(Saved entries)
____________

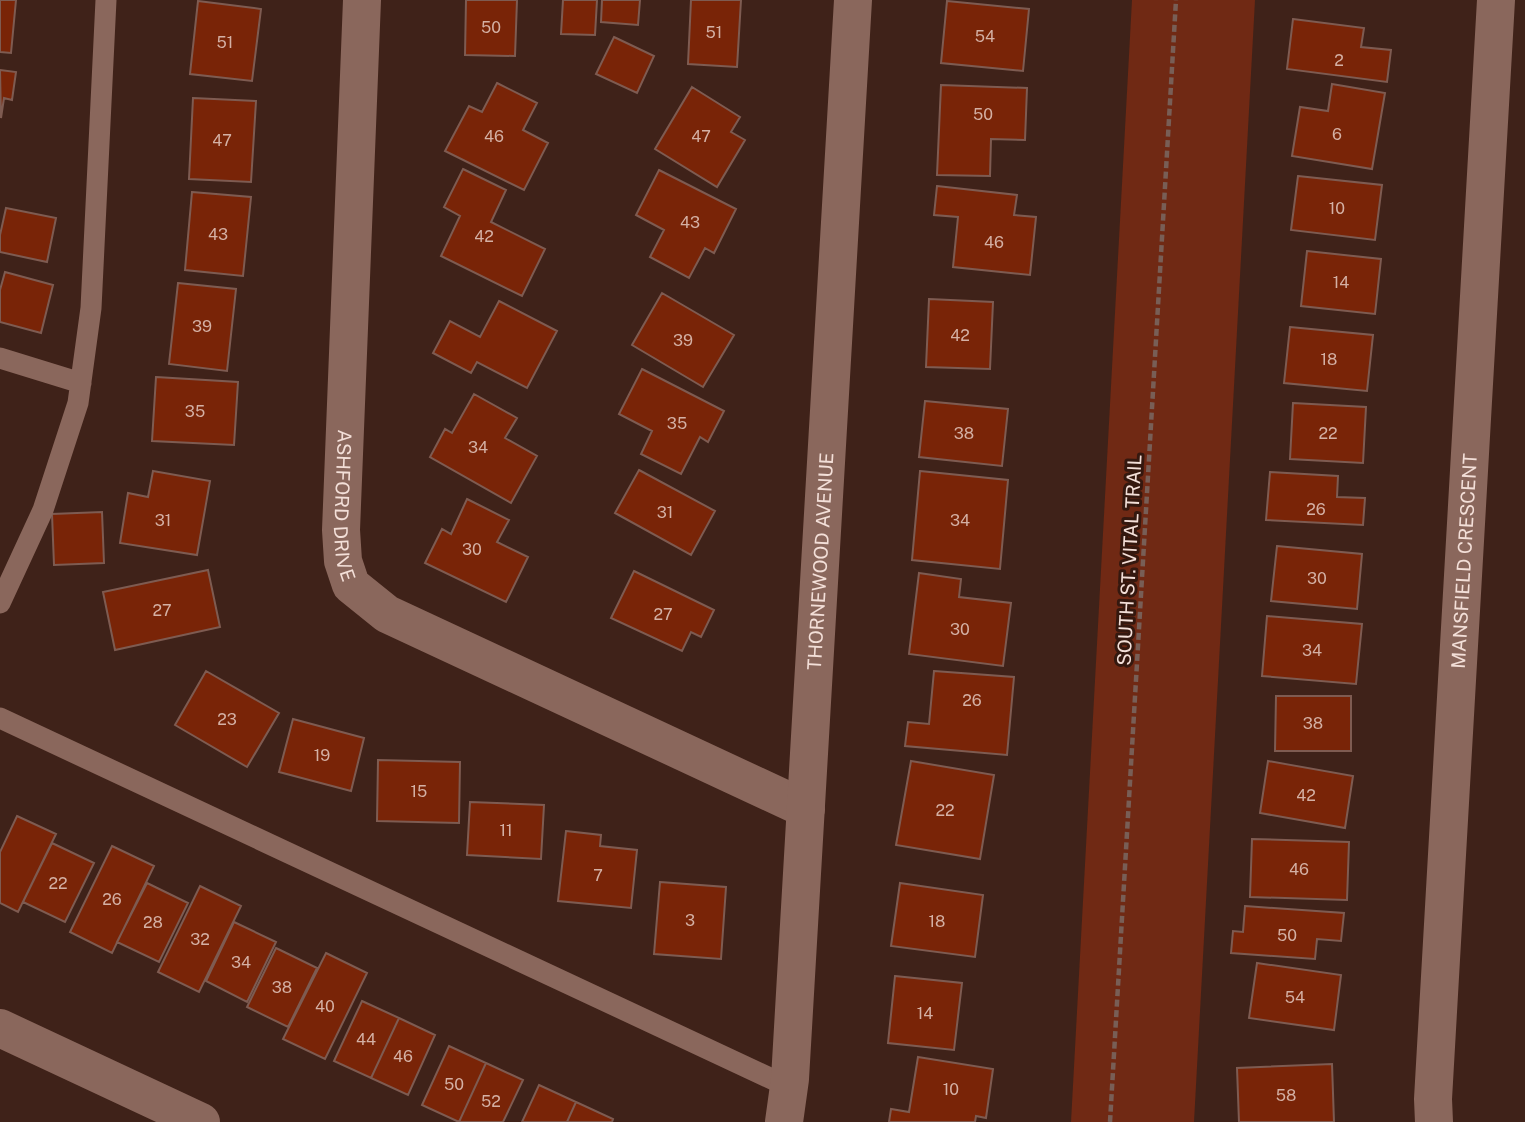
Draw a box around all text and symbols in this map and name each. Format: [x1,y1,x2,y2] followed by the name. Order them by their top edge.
[481,18,501,37] house number: 50
[706,23,722,42] house number: 51
[975,27,995,46] house number: 54
[217,33,233,52] house number: 51
[1334,51,1344,70] house number: 2
[973,105,993,124] house number: 50
[1332,125,1342,144] house number: 6
[484,127,504,146] house number: 46
[691,127,711,146] house number: 47
[212,131,232,150] house number: 47
[1329,199,1345,218] house number: 10
[680,213,700,232] house number: 43
[208,225,228,244] house number: 43
[474,227,494,246] house number: 42
[984,233,1004,252] house number: 46
[1333,273,1349,292] house number: 14
[192,317,212,336] house number: 39
[950,326,970,345] house number: 42
[673,331,693,350] house number: 39
[1321,350,1337,369] house number: 18
[185,402,205,421] house number: 35
[667,414,687,433] house number: 35
[954,424,974,443] house number: 38
[1318,424,1338,443] house number: 22
[330,429,360,584] street label: ASHFORD DRIVE
[468,438,488,457] house number: 34
[803,452,838,671] street label: THORNEWOOD AVENUE
[1447,453,1481,669] street label: MANSFIELD CRESCENT
[1112,454,1146,666] street label: SOUTH ST. VITAL TRAIL
[1306,500,1326,519] house number: 26
[657,503,673,522] house number: 31
[155,511,171,530] house number: 31
[950,511,970,530] house number: 34
[462,540,482,559] house number: 30
[1307,569,1327,588] house number: 30
[152,601,172,620] house number: 27
[653,605,673,624] house number: 27
[950,620,970,639] house number: 30
[1302,641,1322,660] house number: 34
[962,691,982,710] house number: 26
[217,710,237,729] house number: 23
[1303,714,1323,733] house number: 38
[314,746,330,765] house number: 19
[411,782,427,801] house number: 15
[1296,786,1316,805] house number: 42
[935,801,955,820] house number: 22
[499,821,513,840] house number: 11
[1289,860,1309,879] house number: 46
[593,866,603,885] house number: 7
[48,874,68,893] house number: 22
[102,890,122,909] house number: 26
[685,911,695,930] house number: 3
[929,912,945,931] house number: 18
[143,913,163,932] house number: 28
[1277,926,1297,945] house number: 50
[190,930,210,949] house number: 32
[231,953,251,972] house number: 34
[272,978,292,997] house number: 38
[1285,988,1305,1007] house number: 54
[315,997,335,1016] house number: 40
[917,1004,933,1023] house number: 14
[356,1030,376,1049] house number: 44
[393,1047,413,1066] house number: 46
[444,1075,464,1094] house number: 50
[943,1080,959,1099] house number: 10
[1276,1086,1296,1105] house number: 58
[481,1092,501,1111] house number: 52

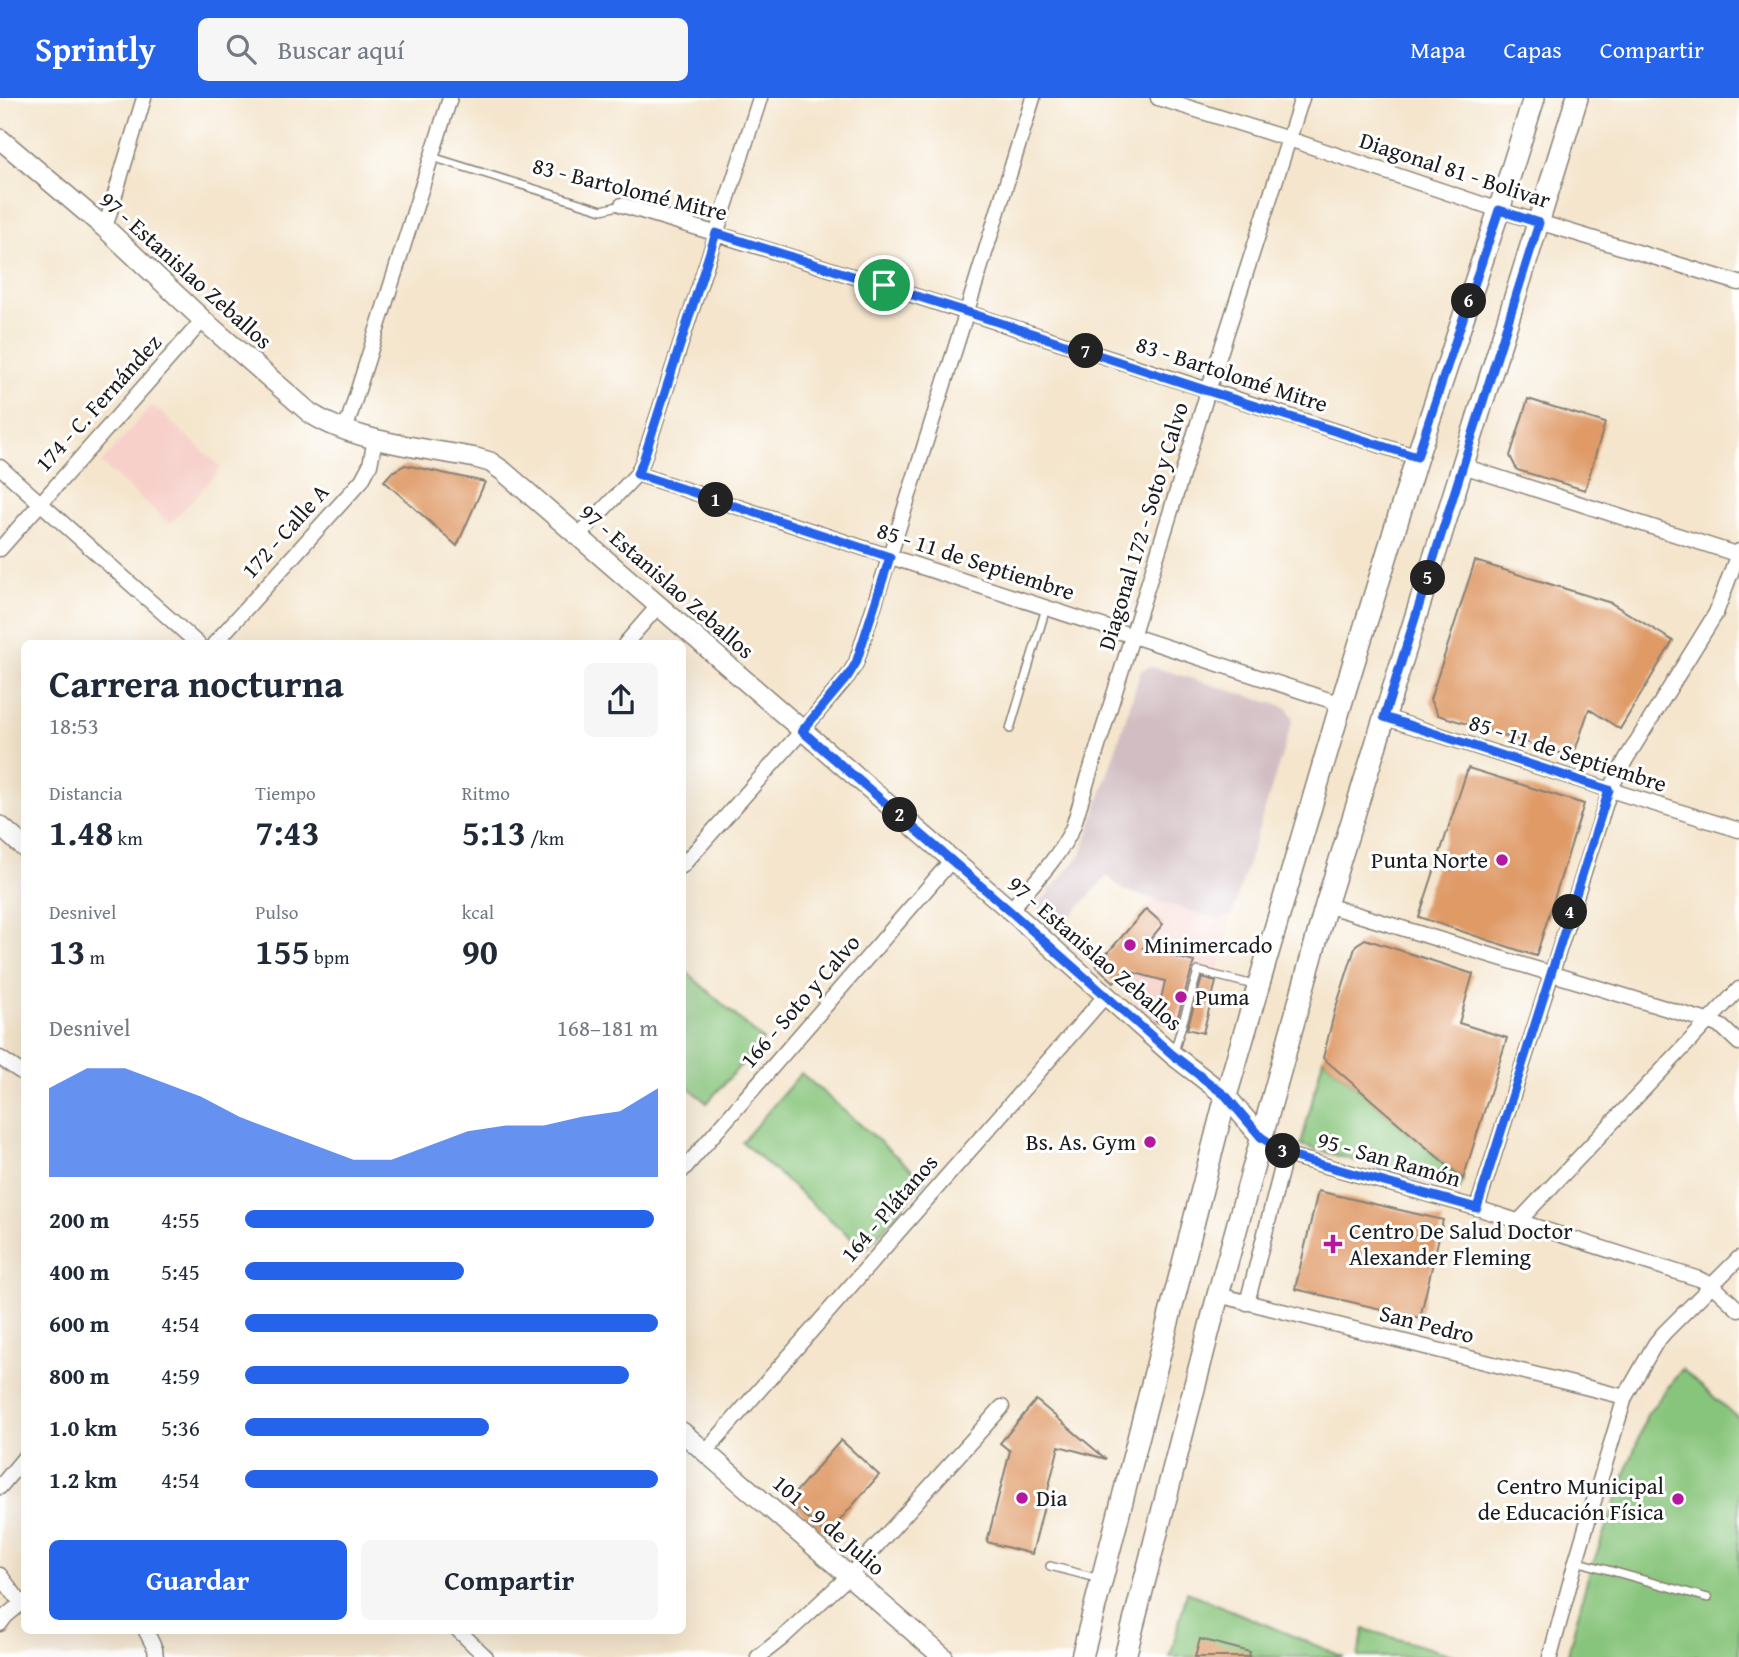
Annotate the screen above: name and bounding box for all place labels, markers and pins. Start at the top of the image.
pin [854,255,914,315]
pin: 6 [1452,284,1486,318]
pin: 7 [1068,334,1104,368]
pin: 1 [698,482,734,518]
pin: 5 [1410,560,1446,596]
pin: 2 [883,798,918,832]
place label: Punta Norte [1371,843,1488,876]
marker: Punta Norte [1494,852,1510,868]
pin: 4 [1552,894,1588,930]
place label: Minimercado [1144,928,1272,961]
marker: Minimercado [1122,937,1138,953]
place label: Puma [1195,980,1250,1013]
marker: Puma [1173,989,1189,1005]
place label: Bs. As. Gym [1026,1125,1136,1158]
marker: Bs. As. Gym [1142,1134,1158,1150]
pin: 3 [1266,1134,1300,1168]
place label: Centro De Salud Doctor Alexander Fleming [1349,1214,1573,1273]
marker: Centro De Salud Doctor Alexander Fleming [1323,1234,1343,1254]
place label: Centro Municipal de Educación Física [1478,1469,1664,1528]
place label: Dia [1036,1481,1067,1514]
marker: Dia [1014,1490,1030,1506]
marker: Centro Municipal de Educación Física [1670,1491,1686,1507]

____________

What to work on
Scan the entries above and return each line that holds "name".

Answer for this exercise
Draw a box around all text and symbols in this map and name each. Format: [x1,y1,x2,y2] followed by the name. Order them by their top edge.
Annotate the screen above: name and bounding box for all place labels, markers and pins. Start at the top of the image.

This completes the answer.